Here is Business Leader Magazine’s update from Westminster – your views and opinions are always welcome…
Terror threats link to wars abroad
Labour Leader Jeremy Corbyn has said that foreign policy would dramatically change if he is elected next month and that his party would ‘reduce rather than increase the threat’ of terrorist attacks in the UK.
On his return to campaigning following Monday’s bomb in Manchester, he summarised the current situation ‘the war on terror simply is not working’.
Labour and Conservatives are not being honest with voters
The Institute of Fiscal Studies has said that neither Labour or the Tories are misleading the public about the economic consequences of their policy proposals.
The IFS said the Tories has very few tax or spending commitments in their manifesto and Labour’s plans for paying for its proposed expansion in state activity would not work.

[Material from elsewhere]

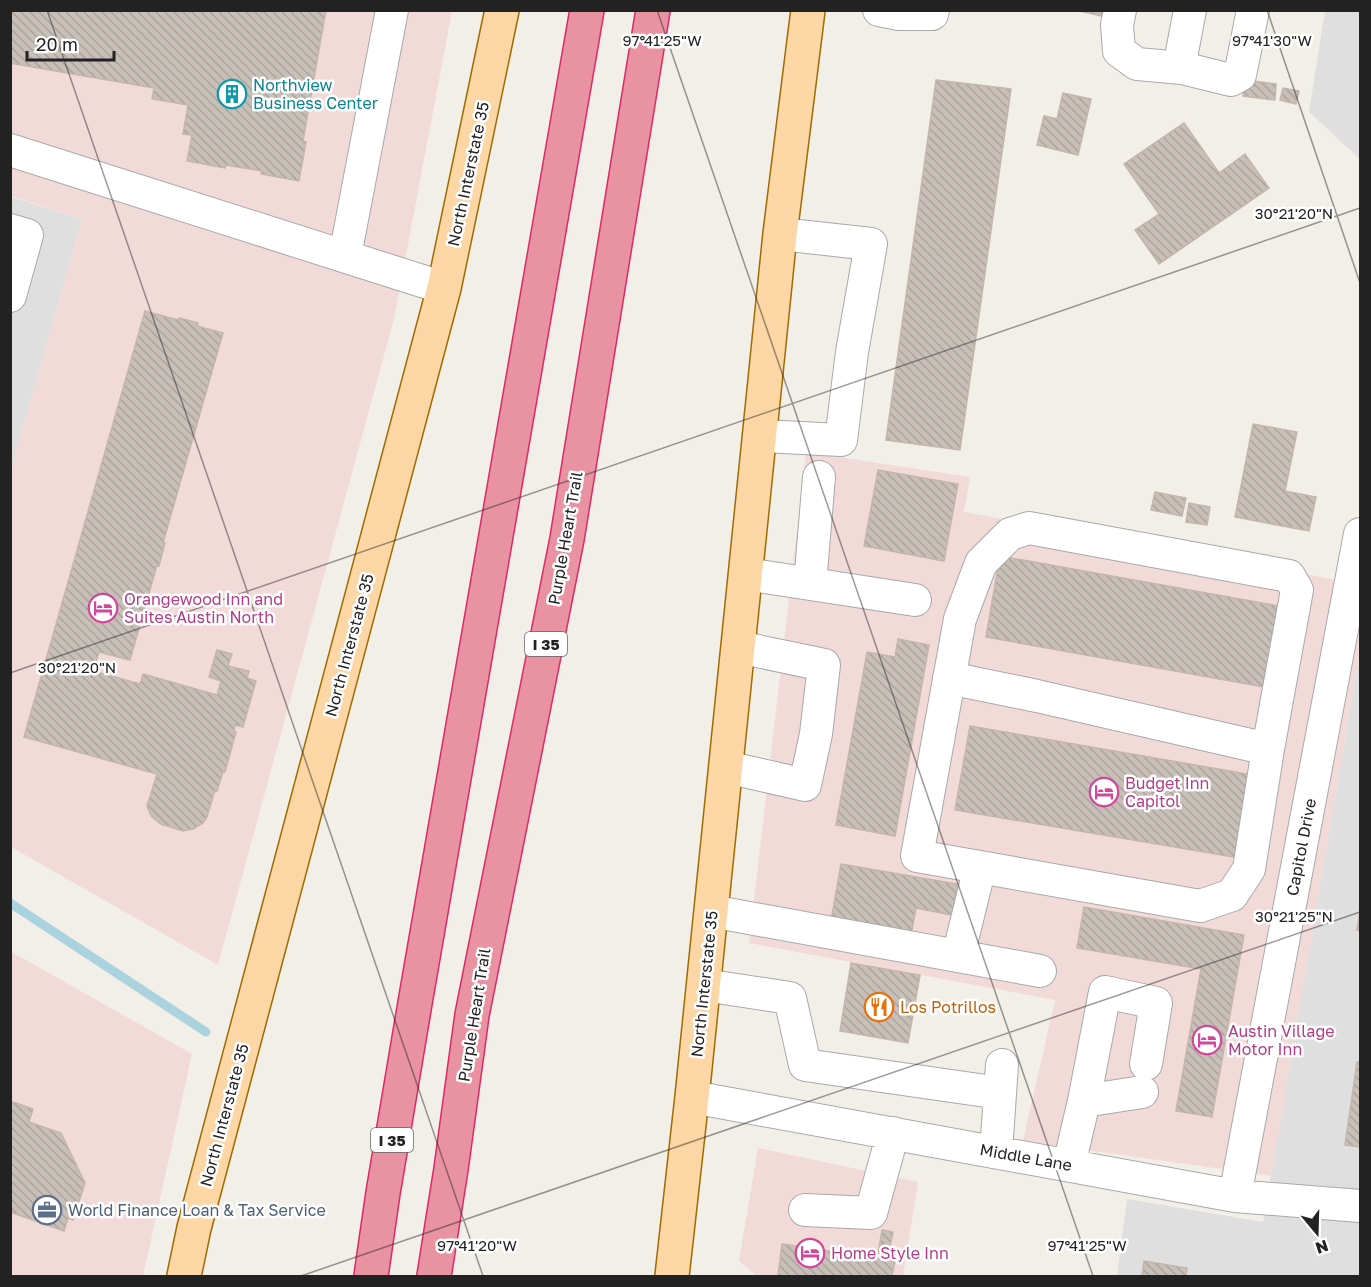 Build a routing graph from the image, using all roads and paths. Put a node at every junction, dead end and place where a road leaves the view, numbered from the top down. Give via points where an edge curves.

Home Secretary denies police cuts are to blame for Manchester bombings
On BBC’s Question Time last night, Amber Rudd had to defend her party by denying that police cuts made the Manchester bombings on Monday more likely.
Since 2015, the Conservatives have cut police spending by 18% and total numbers have declined by 19,000 since 2010. Labour’s Greater Manchester Metro Mayor, Andy Burnham has called for a debate regarding police numbers.
UKIP has pledged to tackle radical Islam
UKIP’s Paul Nuttall has described the decision to launch his party’s manifesto as a message to terrorists that ‘they will not win’.
He accused the other parties of being too cowardly of addressing the problem and said his party would increase police, troop and border guard numbers.
PM calls on world leaders to fight online extremism
Theresa May has urged for the fight to be taken to the so-called Islamic State online by urging tech companies to remove extreme material.
The PM is expected to lead a discussion at the G7 summit in Italy during their counter-terrorism session regarding the issue.
Tories lead donations list for Q1 2017
The electoral commission has today released figures showing that Conservatives have received almost double the donations their nearest rival has. Theresa May’s party received a total of £5.46 million from donors in comparison to Labour’s £2.64 million.
The Lib Dems reported £603,155, UKIP £246,910, Greens £58,170, Plaid Cymru £23,000 and the SNP £301,935.